What you are asked to do:
Below are the records; collect from them each line containing the string "Park".

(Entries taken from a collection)
————————

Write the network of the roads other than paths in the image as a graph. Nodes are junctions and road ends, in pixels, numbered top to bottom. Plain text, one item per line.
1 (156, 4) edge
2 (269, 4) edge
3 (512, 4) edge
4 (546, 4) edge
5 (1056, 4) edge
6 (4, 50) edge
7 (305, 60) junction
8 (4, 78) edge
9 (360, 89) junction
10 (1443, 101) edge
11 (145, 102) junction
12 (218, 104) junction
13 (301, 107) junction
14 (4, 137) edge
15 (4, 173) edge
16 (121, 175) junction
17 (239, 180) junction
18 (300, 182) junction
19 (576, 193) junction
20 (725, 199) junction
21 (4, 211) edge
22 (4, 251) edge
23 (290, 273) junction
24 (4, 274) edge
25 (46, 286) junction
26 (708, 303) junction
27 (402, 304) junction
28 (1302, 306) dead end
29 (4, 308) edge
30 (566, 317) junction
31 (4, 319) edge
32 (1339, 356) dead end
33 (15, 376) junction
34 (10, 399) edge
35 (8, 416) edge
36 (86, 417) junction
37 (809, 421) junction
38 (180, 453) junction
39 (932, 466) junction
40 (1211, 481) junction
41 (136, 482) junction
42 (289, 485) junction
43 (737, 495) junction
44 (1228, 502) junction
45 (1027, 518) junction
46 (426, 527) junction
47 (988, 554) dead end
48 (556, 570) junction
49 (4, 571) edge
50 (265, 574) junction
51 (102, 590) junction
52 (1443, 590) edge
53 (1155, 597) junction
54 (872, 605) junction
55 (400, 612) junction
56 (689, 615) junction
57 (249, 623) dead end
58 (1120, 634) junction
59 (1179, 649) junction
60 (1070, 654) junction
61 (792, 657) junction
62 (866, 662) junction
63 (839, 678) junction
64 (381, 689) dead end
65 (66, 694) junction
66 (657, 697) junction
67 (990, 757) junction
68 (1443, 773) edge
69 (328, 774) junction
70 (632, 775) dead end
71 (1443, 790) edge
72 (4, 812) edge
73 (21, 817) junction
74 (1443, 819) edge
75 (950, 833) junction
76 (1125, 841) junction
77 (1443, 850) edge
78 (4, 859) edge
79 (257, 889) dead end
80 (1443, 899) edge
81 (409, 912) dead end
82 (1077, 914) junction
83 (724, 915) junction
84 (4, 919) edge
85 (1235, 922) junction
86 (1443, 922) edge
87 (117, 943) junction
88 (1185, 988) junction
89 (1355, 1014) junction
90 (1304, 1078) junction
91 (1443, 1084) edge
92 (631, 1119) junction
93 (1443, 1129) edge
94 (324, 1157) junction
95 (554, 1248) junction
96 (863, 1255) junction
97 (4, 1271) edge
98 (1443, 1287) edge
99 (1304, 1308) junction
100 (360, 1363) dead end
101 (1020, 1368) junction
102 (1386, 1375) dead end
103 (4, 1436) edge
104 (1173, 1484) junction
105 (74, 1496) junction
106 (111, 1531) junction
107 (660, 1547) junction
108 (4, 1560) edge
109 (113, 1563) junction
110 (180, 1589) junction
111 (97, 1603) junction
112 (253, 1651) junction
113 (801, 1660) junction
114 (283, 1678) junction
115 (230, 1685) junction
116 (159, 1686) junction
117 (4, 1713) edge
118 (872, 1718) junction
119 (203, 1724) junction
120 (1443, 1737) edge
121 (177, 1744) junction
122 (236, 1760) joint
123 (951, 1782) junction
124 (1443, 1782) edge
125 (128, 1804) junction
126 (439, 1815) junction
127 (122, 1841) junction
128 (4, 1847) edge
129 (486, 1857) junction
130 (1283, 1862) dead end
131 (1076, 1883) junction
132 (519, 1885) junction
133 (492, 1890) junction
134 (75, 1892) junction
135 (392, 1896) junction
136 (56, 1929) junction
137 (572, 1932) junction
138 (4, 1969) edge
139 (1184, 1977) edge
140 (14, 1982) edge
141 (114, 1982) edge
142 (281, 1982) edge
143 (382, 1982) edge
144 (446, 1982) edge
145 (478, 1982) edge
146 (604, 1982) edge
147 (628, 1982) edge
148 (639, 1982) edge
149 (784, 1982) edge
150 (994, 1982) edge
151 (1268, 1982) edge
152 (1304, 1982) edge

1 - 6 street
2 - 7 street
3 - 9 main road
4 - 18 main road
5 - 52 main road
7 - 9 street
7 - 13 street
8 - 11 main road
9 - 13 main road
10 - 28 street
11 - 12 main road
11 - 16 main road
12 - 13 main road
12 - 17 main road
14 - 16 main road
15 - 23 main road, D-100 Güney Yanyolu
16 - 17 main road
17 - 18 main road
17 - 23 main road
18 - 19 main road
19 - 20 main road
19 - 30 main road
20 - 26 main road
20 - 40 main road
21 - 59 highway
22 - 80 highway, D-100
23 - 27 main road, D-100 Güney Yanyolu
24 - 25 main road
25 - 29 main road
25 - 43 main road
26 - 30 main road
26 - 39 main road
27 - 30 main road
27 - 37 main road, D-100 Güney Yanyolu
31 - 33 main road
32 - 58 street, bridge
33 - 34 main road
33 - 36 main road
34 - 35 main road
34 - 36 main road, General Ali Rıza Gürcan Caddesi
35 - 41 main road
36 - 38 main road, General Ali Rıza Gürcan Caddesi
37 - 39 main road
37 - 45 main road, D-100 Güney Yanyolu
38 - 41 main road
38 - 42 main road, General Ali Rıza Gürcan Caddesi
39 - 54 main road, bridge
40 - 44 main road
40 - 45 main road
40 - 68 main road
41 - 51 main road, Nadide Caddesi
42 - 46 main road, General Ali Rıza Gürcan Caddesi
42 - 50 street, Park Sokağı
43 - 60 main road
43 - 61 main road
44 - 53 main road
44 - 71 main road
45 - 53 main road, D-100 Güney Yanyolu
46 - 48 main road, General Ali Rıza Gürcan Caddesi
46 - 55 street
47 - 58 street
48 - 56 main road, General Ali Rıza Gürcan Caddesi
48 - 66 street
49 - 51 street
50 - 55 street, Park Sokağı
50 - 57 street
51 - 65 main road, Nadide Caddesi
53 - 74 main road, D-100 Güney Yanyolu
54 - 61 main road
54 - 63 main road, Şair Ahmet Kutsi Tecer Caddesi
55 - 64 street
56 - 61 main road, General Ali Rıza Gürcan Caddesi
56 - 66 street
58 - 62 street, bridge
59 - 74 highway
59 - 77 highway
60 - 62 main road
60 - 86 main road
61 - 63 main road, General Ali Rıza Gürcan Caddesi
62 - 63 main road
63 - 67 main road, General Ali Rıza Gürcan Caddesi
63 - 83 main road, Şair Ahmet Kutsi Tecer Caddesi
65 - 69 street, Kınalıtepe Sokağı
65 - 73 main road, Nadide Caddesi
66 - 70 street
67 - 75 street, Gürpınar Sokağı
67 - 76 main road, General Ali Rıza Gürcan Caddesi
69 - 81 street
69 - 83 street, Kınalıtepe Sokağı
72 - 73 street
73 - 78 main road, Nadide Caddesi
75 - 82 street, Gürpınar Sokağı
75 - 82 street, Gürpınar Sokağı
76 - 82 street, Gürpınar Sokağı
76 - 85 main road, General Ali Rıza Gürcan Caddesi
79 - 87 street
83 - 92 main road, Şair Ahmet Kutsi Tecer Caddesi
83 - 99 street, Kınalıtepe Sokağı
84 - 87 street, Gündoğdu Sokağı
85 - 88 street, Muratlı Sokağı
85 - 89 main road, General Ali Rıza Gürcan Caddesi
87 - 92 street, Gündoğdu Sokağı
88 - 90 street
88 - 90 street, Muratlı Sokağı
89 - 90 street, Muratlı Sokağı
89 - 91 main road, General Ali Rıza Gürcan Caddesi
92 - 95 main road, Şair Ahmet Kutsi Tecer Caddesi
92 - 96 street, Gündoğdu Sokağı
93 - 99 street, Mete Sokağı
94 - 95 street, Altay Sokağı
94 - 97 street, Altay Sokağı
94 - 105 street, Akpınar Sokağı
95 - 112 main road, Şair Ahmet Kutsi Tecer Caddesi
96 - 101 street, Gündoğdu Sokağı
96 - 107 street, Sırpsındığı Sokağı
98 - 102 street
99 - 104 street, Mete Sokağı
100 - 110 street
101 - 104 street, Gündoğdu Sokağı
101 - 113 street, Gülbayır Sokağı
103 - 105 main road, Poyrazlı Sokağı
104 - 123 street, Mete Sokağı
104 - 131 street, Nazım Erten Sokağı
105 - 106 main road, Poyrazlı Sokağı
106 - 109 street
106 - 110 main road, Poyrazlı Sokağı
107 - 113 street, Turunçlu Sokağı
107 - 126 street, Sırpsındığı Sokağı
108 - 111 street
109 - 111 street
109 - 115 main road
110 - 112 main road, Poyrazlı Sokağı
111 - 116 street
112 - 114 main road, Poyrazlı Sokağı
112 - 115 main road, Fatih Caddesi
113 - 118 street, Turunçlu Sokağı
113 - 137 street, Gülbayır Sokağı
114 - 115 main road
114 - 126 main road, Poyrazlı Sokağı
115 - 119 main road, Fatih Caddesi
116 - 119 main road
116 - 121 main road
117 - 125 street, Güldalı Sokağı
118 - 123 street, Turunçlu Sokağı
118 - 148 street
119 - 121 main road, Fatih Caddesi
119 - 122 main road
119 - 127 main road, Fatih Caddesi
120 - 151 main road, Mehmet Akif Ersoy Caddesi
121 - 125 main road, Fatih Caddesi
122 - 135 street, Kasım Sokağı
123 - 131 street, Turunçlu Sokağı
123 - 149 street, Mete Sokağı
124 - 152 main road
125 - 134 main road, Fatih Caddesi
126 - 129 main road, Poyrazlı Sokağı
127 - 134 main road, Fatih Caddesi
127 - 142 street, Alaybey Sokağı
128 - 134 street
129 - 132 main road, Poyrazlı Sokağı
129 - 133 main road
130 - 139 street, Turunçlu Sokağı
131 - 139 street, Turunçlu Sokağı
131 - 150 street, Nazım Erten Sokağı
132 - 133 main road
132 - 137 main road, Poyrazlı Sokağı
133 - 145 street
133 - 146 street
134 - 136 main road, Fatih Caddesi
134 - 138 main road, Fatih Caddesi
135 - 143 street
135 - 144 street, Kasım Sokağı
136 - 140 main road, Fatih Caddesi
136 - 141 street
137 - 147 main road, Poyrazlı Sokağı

————————

Response below:
42 - 50 street, Park Sokağı
50 - 55 street, Park Sokağı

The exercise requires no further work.